I've been entirely negligent about my Blogging lately, and for that I apologize. It's a sad but almost unavoidable tradeoff that, as the amount of things we're doing increases, the amount of time available to talk about them decreases, but that's a poor excuse.

If you've read my previous posts, you know that my daily work touches on a lot of areas relating to Team Foundation's Version Control features (aka "Hatteras") -- merging, shelving, file difference, conflict resolution, and security among others. I've been a busy bee lately because, as these features all start to really work -- and work together --  we get to both see our vision for the product realized, AND (of course) we get to see lots of wacky edge cases and integration points where things aren't quite working right (yet).

But this is also when software development tends to be the most rewarding and energizing. Seeing what was one just a set of ideas and designs starting to actually exist is really cool. The fact that we're "dogfooding" our own products multiplies that -- as Jason said, we used shelving to move some pending changes between us, and complete the checkin. No hassling with file shares or a potentially obnoxious email attachment, just shelve on his end, unshelve on my end, use diff to inspect his changes, and check in. I won't say whether or I had to fix any bugs in his code first...

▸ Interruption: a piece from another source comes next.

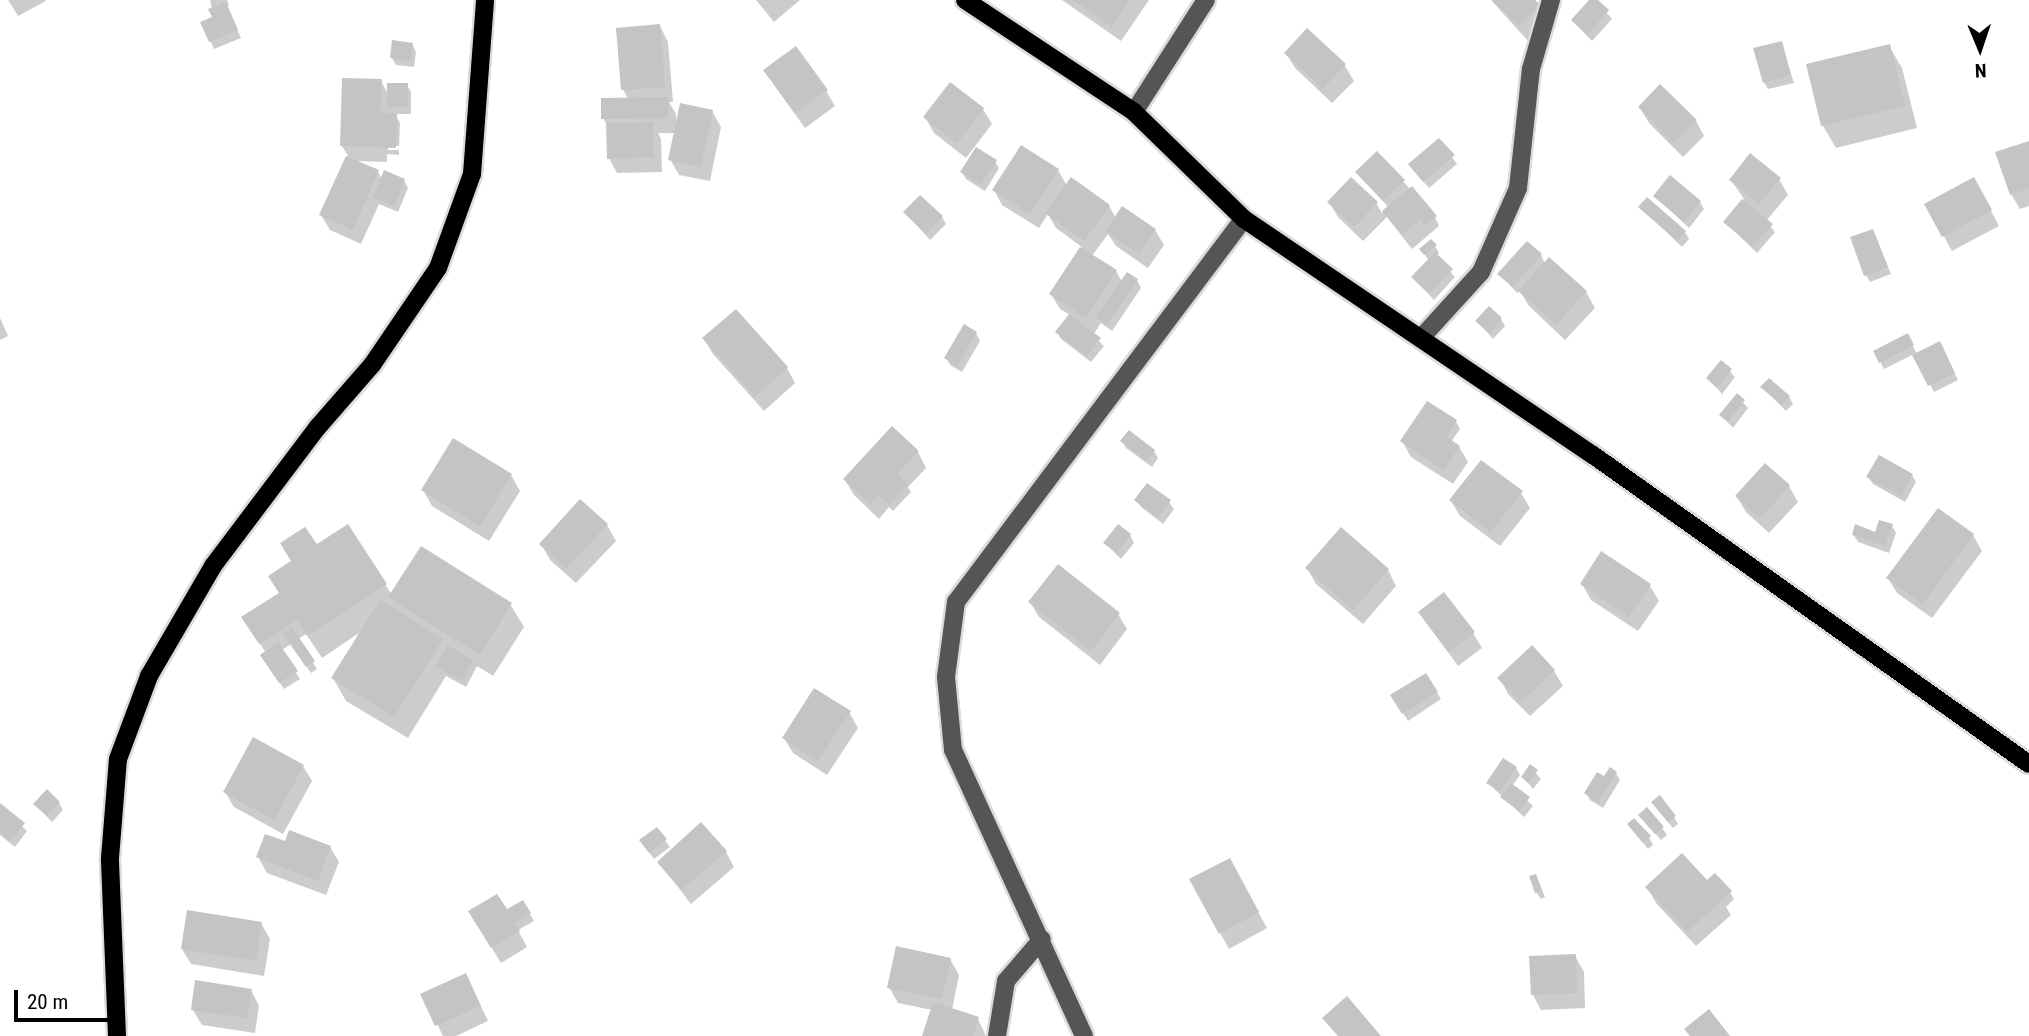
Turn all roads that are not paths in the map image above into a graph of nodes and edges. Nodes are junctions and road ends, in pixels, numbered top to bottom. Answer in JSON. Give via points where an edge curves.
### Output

A big part of my security-related work in November and December revolved around creating/updating/analyzing Threat Models of our product. For those of you not familiar with Threat Modeling, it's a process (as I see it) designed to make security planning/analysis as much of a science (rather than an art) as possible. The place to start learning more about it (including linkage to a nifty tool we use to streamline the process) is here: https://msdn.microsoft.com/security/securecode/threatmodeling/default.aspx

This is a critical part of our security groundwork for Team System. The Team Foundation Server is a very different piece of software compared to anything you'd find in previous versions of Visual Studio. On the flip side, other version control systems out there are often exposed to the public internet and/or anonymous access, even though many of them are not designed to be nor intended by their vendors to be so openly accessible. So it will probably come as no surprise that we're taking threats against the server in general, and the version control repository in particular, very seriously. For many of our potential customers out there, the source code they'll store in TFS is one of the company's most valuable assets; preventing illicit copying and/or modification of that code is therefore something we have to get right.